Assignment:
What is the number of lines in the data that include the string "image"? Give it by itself.

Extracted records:
______

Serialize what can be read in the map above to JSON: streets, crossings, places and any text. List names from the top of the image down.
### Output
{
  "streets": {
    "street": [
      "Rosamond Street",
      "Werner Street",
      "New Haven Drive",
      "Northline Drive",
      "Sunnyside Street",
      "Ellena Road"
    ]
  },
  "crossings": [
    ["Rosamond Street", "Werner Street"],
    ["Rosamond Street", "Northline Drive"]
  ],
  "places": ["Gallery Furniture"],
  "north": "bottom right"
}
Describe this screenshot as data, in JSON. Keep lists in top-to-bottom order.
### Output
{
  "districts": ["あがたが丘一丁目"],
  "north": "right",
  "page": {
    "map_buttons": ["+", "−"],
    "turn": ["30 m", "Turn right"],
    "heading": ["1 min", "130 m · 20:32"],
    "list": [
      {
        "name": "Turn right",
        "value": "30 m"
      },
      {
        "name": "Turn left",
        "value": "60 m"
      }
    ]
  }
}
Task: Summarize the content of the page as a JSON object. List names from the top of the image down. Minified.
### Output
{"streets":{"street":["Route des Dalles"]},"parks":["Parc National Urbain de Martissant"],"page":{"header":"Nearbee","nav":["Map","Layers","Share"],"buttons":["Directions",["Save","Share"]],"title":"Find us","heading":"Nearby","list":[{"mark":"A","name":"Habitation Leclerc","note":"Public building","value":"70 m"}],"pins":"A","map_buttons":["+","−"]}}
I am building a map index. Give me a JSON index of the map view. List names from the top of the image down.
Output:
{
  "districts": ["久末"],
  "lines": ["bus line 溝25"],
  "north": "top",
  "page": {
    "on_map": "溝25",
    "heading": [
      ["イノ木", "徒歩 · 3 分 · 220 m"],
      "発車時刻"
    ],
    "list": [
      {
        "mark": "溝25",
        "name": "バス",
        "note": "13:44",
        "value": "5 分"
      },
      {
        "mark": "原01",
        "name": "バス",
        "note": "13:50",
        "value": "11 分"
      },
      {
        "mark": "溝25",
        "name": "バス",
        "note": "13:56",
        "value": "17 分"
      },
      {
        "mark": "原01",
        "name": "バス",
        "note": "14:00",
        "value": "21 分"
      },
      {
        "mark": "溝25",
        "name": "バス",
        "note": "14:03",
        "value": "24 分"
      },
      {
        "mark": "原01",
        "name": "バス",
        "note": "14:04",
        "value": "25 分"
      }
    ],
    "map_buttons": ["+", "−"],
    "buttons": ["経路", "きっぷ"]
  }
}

______

Solution for this exercise:
3